A similarity in structures indicates a similarity in functions. This principle has widely been used through out the evolutionary history of mankind. That is the bases and reason of classification of knowledge of structures and functions of things around us. The same is true for biological molecules like DNA and proteins. If the sequence of a novel protein, for example, is the same as the one already known, so would be its function. Therefore when a new sequence is discovered, it is searched first for similarity in the huge databases of already known sequences. Similarity searching of biological sequences is therefore the most widely used technique in Bioinformatics and the most popular program used for this purpose is the Basic Local Alignment Search Tool or BLAST for short. The following website can provide excellent tutorials and the actual utility itself which is freely available to all users: http://www.ncbi.nlm.nih.gov/blast/

Comparative Genomics

Genomes of several species have already been sequenced and many more projects are currently underway. Information obtained from these projects will provide the basis for a new approach in Biology called comparative genomics similar to the one applied by Charles Darwin. The only difference is that comparative genomics is based on sequences rather than morphology (structure of body parts). Comparing genomes of related species would provide tremendous amount of knowledge of the way genomes are organized and how major evolutionary changes do take place. More information on comparative genomics can be found at the following website: http://www.genome.gov/11509542

Single Nucleotide Polymorphisms (SNPs)

The sequences of DNA and therefore proteins are not different only between species. Individuals of the same species also have small differences among themselves, in fine details. That is the bases for every individual to be different from any other individual. The scientists have noticed that same gene in individuals within a species could exist in several different forms of sequences termed polymorphism. Sometimes the differences could be only at a single nucleotide level, termed Single Nucleotide Polymorphism or SNP (pronounced as snip) for short. Genomes are generally full of SNPs. Most of the SNPs have no direct impact but many others can explain different biological phenomenon.
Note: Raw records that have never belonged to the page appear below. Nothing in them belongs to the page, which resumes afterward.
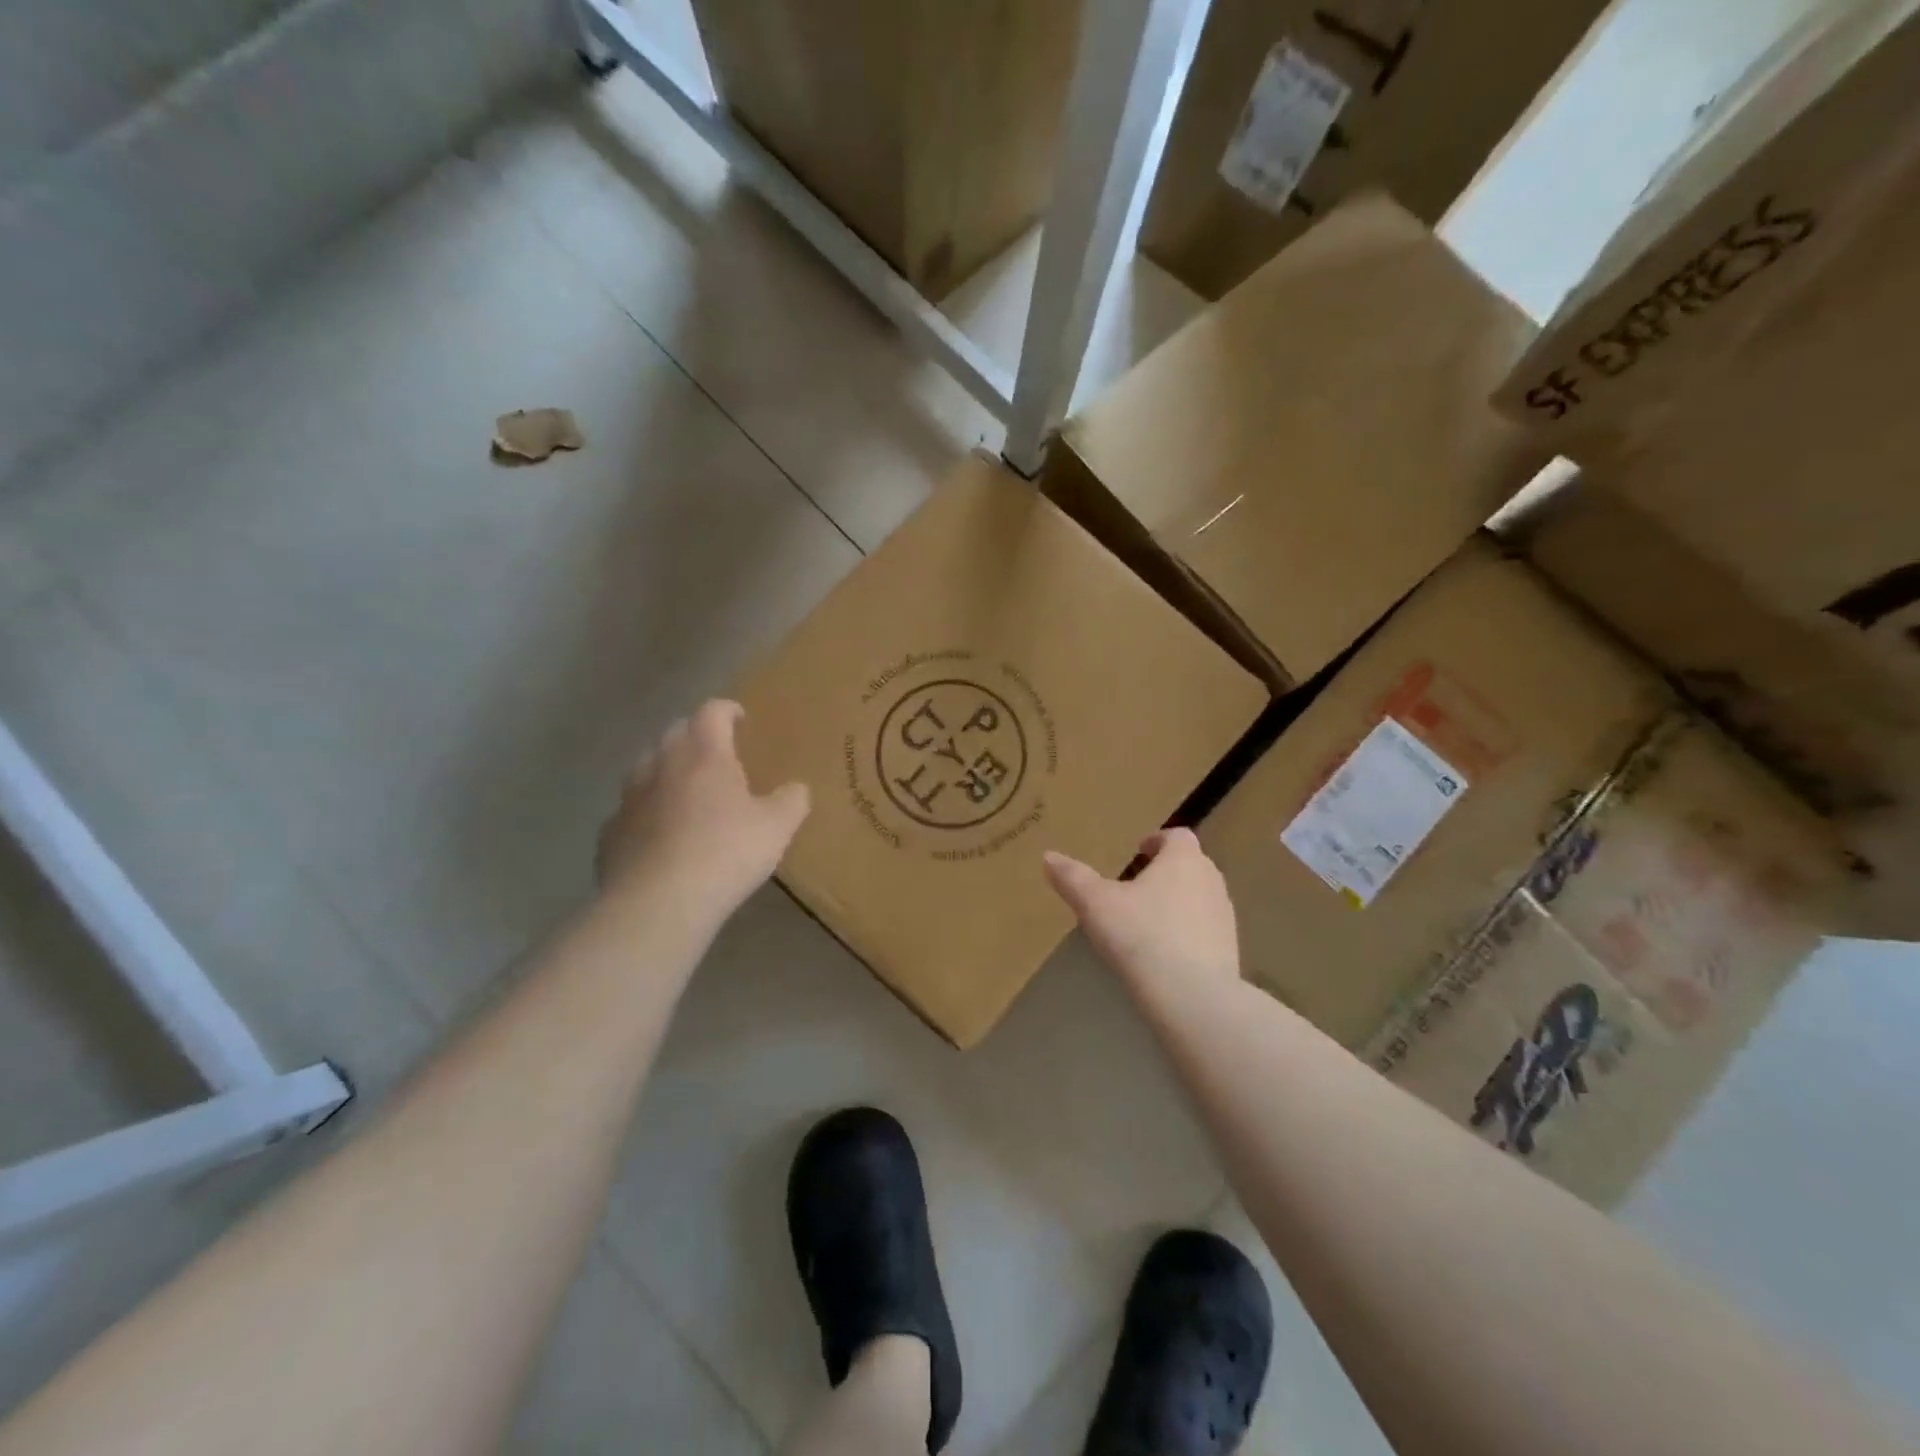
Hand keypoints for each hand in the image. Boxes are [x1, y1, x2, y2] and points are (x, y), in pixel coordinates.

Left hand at [597, 700, 809, 922]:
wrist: (657, 904)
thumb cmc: (725, 854)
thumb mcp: (777, 828)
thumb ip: (791, 801)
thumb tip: (797, 788)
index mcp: (704, 754)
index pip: (712, 712)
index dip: (727, 710)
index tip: (740, 718)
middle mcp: (661, 764)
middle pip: (675, 732)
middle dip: (696, 735)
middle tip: (717, 754)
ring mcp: (629, 797)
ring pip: (646, 767)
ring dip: (666, 770)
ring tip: (685, 791)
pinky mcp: (610, 832)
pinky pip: (630, 810)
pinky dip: (646, 812)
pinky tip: (659, 836)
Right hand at [1043, 829, 1239, 1002]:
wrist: (1193, 997)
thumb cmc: (1142, 936)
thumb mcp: (1096, 905)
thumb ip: (1072, 878)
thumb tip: (1048, 857)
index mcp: (1183, 860)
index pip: (1177, 836)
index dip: (1157, 841)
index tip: (1139, 851)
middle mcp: (1210, 880)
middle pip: (1191, 865)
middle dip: (1166, 871)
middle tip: (1137, 885)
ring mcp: (1225, 916)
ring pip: (1200, 897)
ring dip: (1178, 902)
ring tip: (1148, 920)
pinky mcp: (1230, 950)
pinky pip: (1206, 930)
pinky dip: (1188, 932)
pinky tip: (1165, 953)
Let us take an example of a clinical trial of a drug which proves very successful in its action by curing 80% of the patients it is tried on. But what happened with the rest of the 20% who did not respond to such a successful drug? If we investigate deeper we might find that some of the patients not responding to the drug have SNPs in the genes specific for responding to that particular drug. Therefore, by measuring sets of SNPs in multitude of individuals and correlating those to the incidence of disease and variation in drug response one can eventually help in designing novel drugs as well as modifying the existing ones. Moreover, the overall presence of SNPs in the genome also makes them useful markers for other studies. Large scale studies to collect SNP data in human population is a hot topic in today’s Bioinformatics. More information on SNPs can be found at the following website: http://www.ornl.gov/sci/techresources/Human_Genome/faq/snps.shtml

DNA Microarrays

Genes are expressed as proteins and that is how they carry out and sustain life processes in a cell and eventually the organism. Studying gene expression has traditionally been a time consuming exercise because of slow conventional methods and a large number of genes required to be studied before making a generalization. New advances in this field have made such studies exponentially faster. Now, studying expression of hundreds or even thousands of genes simultaneously has become possible with a new technology called DNA Microarrays. In this technique, thousands of genes can be spotted on a small silicon chip and the experimental results are read using sophisticated laser technology and analyzed using advanced software.

 Such studies help us identify the genes which are expressed and those which are turned off in certain instances; for example, a normal breast tissue versus a breast tumor. In this example, the proteins expressed exclusively in the breast tumor are potential targets for cancer treatments, vaccines, and other such therapeutics. More information on DNA Microarrays can be found at the following website: http://www.ncbi.nlm.nih.gov/About/primer/microarrays.html

 Structural Biology

Structures and functions are strongly correlated in Biology. If we can predict the structure of a protein molecule, we can also predict its function which is a significantly important piece of information in biological research. Studying and predicting 3-D structures of biomolecules like proteins is an integral part of Bioinformatics and is traditionally done by using X-ray Crystallography and Nuclear Magnetic Resonance (NMR). There are great logistic difficulties in this field and therefore very limited information has been made available so far using these traditional methods. Predicting the structures using Bioinformatics techniques could be a more plausible alternative for this purpose. By predicting the structures correctly, we should be able to study the dynamics of its molecular motion, and the specific interactions with drugs and other proteins.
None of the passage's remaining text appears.